(Human pose keypoint data)

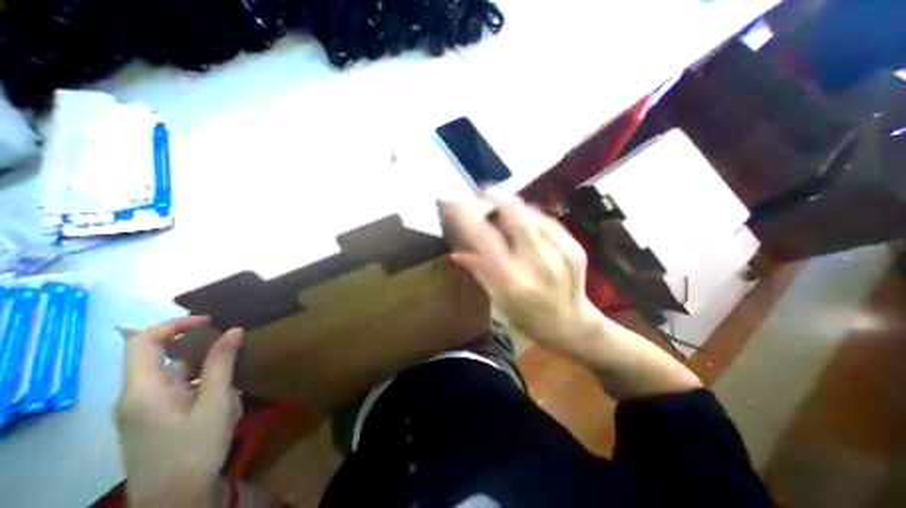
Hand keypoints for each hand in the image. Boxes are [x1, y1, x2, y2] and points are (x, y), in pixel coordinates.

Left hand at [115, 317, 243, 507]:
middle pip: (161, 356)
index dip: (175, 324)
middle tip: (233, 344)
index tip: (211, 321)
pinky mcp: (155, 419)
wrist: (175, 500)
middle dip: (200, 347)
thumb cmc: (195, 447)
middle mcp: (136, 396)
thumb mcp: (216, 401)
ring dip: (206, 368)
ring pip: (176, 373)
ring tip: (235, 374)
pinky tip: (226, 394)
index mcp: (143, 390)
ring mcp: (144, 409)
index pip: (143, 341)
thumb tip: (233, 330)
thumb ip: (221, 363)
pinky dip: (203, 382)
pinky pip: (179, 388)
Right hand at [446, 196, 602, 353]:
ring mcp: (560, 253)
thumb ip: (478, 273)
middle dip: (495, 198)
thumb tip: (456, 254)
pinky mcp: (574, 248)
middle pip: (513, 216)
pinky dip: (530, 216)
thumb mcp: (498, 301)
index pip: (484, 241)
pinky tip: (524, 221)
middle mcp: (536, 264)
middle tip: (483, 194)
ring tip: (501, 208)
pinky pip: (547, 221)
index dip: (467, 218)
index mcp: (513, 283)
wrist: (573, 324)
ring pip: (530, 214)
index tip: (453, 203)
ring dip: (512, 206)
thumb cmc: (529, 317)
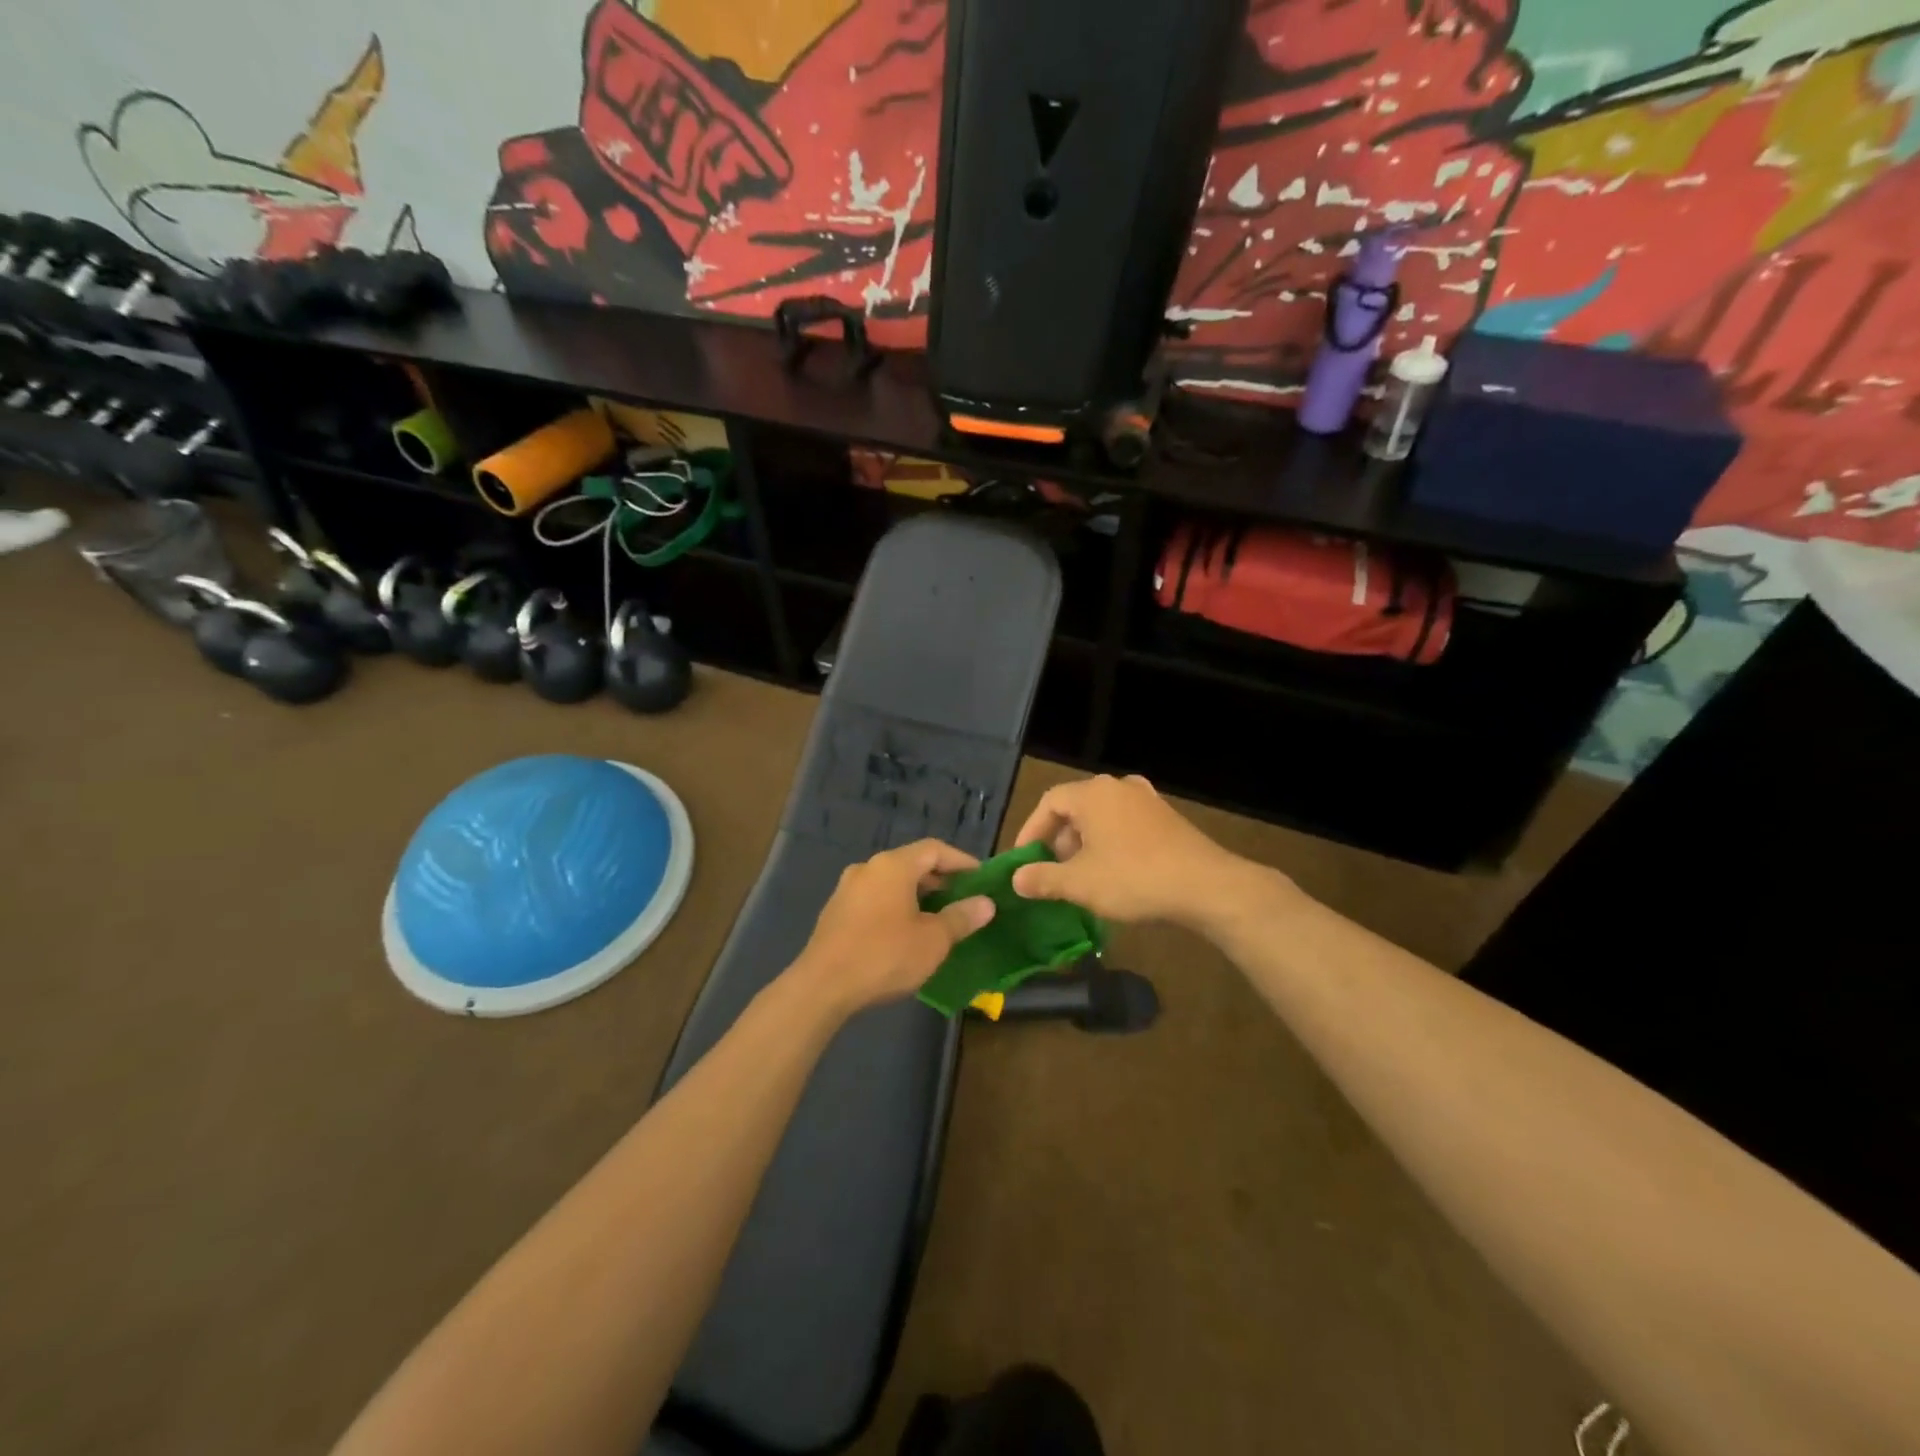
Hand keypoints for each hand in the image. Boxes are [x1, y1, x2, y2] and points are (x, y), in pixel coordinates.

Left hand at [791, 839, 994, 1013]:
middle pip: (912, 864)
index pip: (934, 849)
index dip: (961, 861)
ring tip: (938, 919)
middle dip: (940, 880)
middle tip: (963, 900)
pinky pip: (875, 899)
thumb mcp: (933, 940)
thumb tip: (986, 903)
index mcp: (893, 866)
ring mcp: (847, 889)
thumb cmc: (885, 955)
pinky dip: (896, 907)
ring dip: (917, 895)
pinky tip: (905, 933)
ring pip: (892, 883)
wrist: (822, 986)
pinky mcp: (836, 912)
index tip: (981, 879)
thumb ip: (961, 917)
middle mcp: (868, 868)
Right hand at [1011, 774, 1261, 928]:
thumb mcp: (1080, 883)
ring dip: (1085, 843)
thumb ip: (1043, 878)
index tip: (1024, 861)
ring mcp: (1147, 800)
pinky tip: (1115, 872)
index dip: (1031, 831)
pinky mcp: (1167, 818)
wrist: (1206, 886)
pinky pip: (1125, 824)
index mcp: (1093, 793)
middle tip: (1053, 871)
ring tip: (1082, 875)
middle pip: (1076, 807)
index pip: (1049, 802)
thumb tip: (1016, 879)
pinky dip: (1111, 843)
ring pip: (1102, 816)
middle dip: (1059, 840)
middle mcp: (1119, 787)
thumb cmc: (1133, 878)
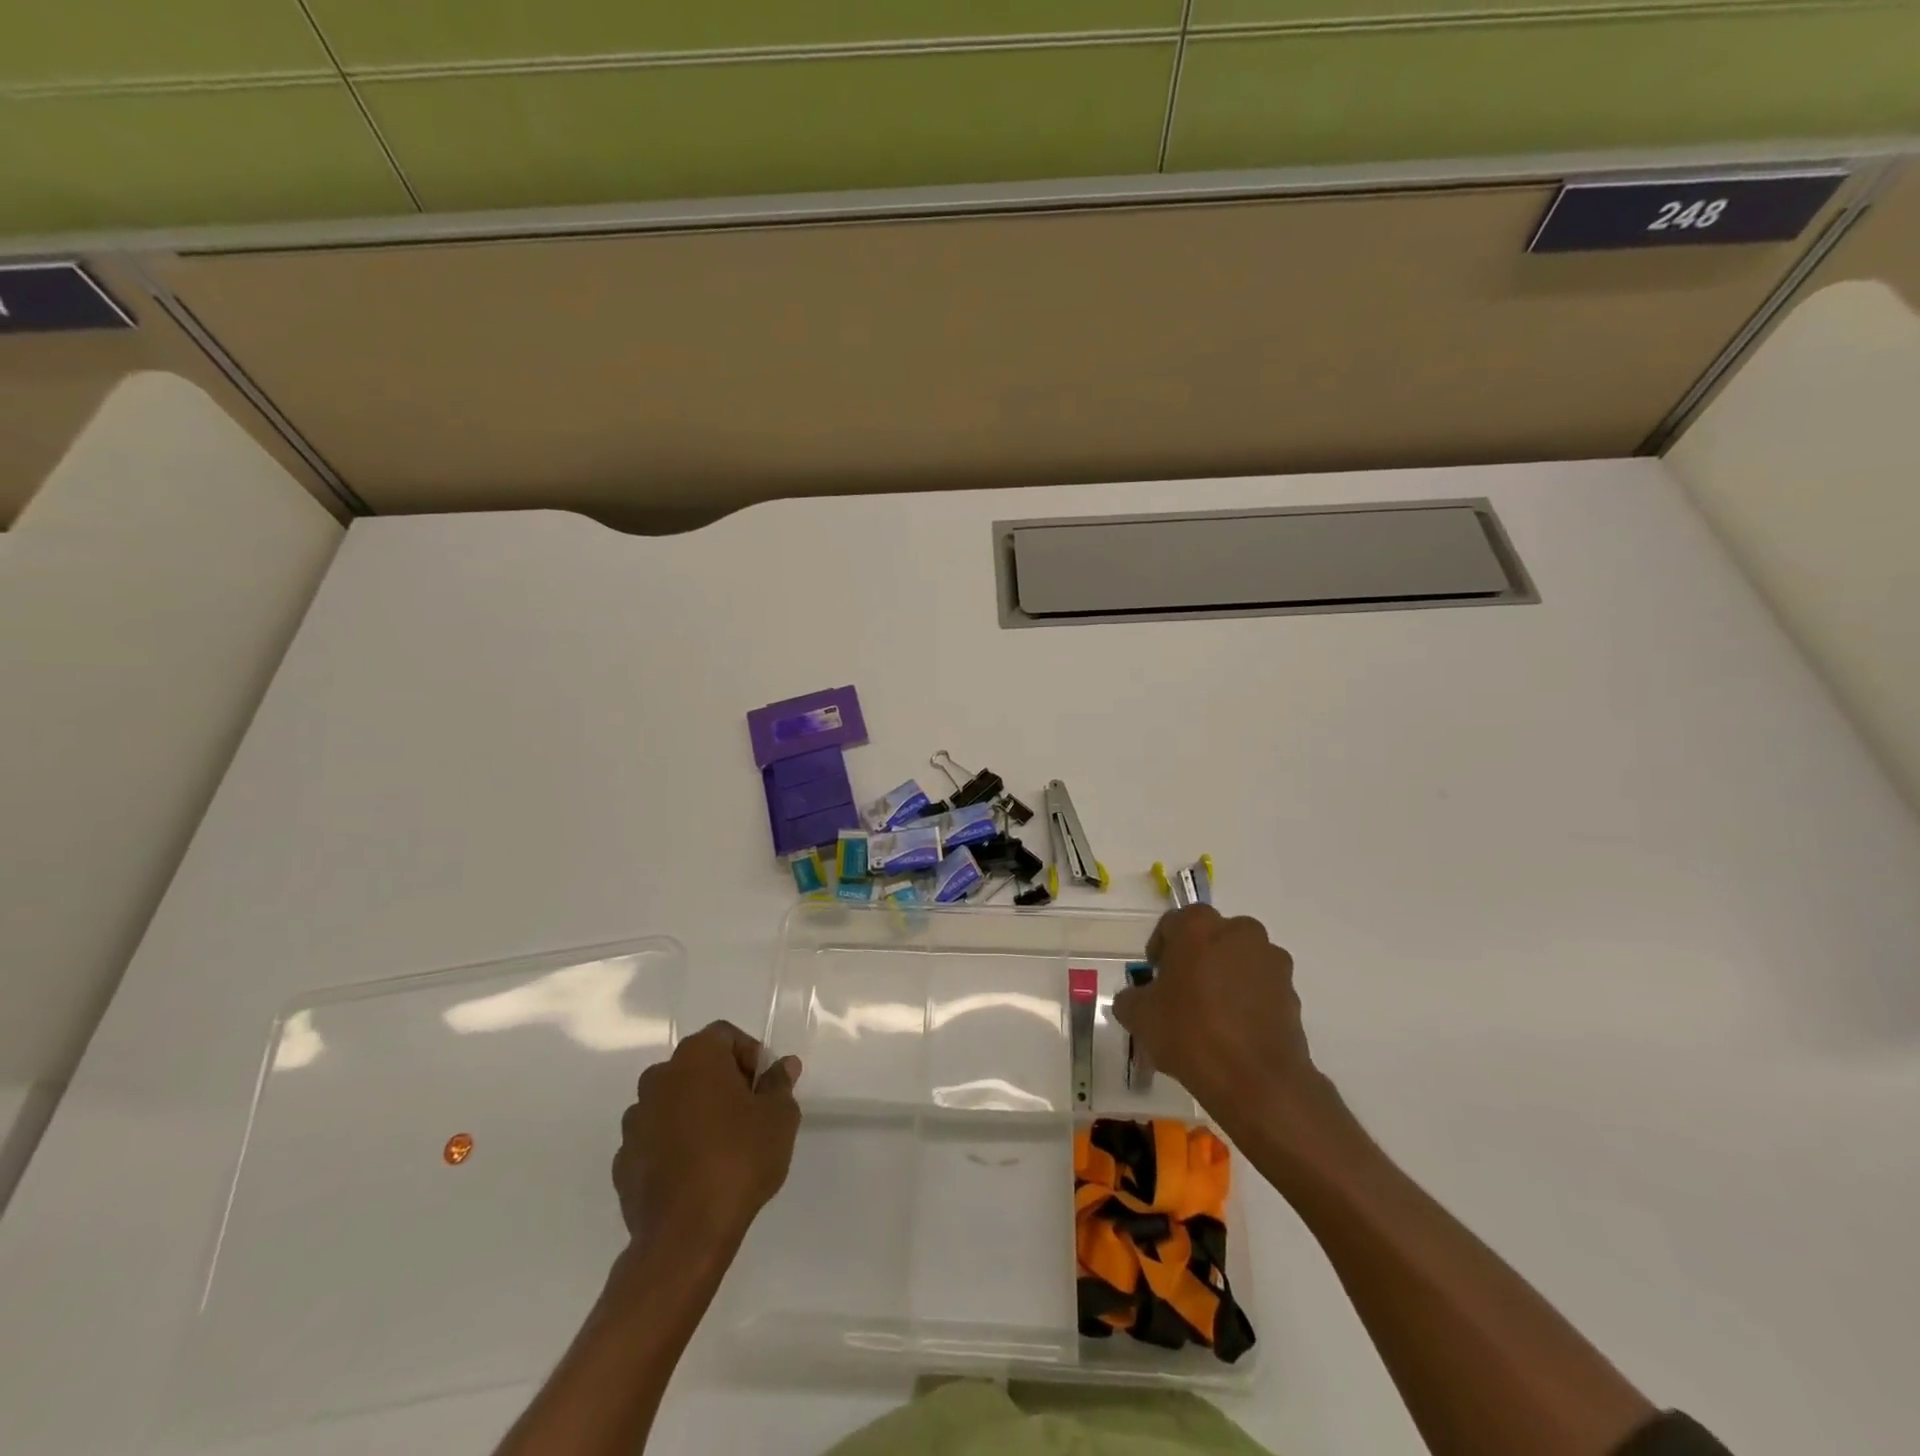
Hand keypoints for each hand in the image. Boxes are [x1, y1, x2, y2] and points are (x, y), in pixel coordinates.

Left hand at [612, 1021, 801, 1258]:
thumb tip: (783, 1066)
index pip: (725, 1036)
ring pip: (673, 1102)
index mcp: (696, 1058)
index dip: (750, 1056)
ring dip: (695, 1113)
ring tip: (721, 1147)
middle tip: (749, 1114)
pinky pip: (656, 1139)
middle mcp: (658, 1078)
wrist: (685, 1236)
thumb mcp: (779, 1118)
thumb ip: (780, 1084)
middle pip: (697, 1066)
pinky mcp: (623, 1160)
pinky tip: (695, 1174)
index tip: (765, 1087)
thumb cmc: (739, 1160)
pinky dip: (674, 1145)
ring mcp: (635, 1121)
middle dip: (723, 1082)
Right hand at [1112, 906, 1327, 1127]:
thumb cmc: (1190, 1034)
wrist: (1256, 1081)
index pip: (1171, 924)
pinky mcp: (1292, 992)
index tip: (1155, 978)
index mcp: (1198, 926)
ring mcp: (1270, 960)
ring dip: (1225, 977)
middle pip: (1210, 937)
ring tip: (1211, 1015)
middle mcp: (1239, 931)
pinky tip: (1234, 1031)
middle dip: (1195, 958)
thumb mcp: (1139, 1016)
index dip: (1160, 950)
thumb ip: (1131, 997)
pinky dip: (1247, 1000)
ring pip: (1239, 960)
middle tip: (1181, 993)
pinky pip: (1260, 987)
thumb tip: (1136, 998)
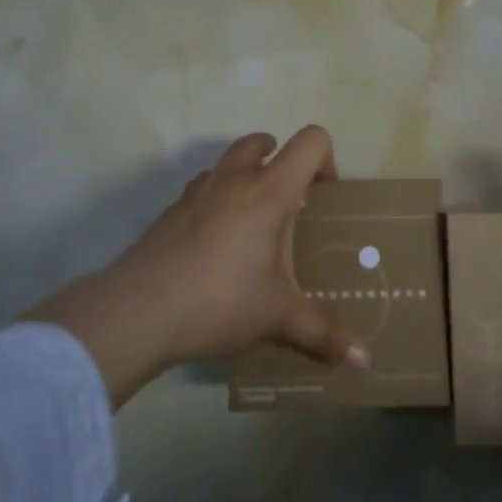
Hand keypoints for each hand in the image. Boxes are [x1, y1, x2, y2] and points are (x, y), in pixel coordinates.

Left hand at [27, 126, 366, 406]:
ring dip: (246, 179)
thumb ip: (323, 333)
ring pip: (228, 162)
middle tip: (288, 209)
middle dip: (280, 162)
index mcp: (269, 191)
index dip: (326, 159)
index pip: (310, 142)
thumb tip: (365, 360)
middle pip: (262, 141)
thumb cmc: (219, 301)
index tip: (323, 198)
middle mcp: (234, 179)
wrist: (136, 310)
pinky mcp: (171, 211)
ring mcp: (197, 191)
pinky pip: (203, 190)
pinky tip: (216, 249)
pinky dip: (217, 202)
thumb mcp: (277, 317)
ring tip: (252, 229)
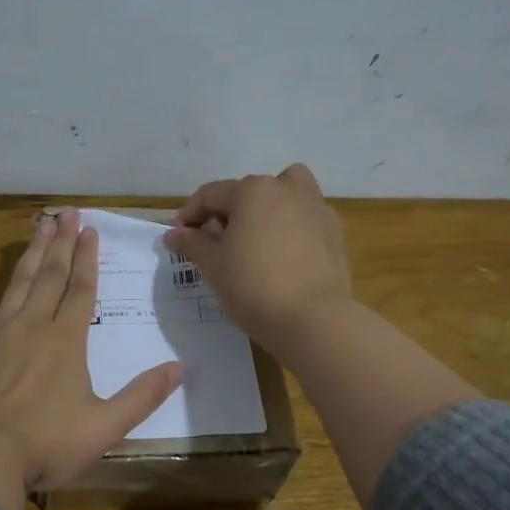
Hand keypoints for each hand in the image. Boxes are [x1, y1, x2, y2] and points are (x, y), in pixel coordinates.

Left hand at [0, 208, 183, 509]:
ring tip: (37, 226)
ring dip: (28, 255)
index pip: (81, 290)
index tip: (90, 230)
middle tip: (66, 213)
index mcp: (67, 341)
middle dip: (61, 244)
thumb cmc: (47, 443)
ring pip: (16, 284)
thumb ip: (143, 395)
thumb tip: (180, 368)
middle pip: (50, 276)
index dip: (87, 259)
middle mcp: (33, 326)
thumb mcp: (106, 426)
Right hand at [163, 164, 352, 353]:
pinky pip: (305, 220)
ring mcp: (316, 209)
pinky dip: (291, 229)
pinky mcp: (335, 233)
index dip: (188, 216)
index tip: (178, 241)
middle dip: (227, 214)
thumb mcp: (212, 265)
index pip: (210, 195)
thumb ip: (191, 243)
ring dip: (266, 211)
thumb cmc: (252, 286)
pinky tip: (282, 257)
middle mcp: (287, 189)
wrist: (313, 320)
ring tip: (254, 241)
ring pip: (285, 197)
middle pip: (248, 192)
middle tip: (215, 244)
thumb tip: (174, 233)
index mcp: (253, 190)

TASK DIRECTIONS:
Check every line of the data, and copy the ones that contain "Right".

EXERCISE SOLUTION:
Right hand at [446, 196, 602, 353]:
Right hand at [1011, 774, 1261, 928]:
Right hand at [1112, 906, 1327, 1127]:
Right hand at [163, 164, 352, 353]:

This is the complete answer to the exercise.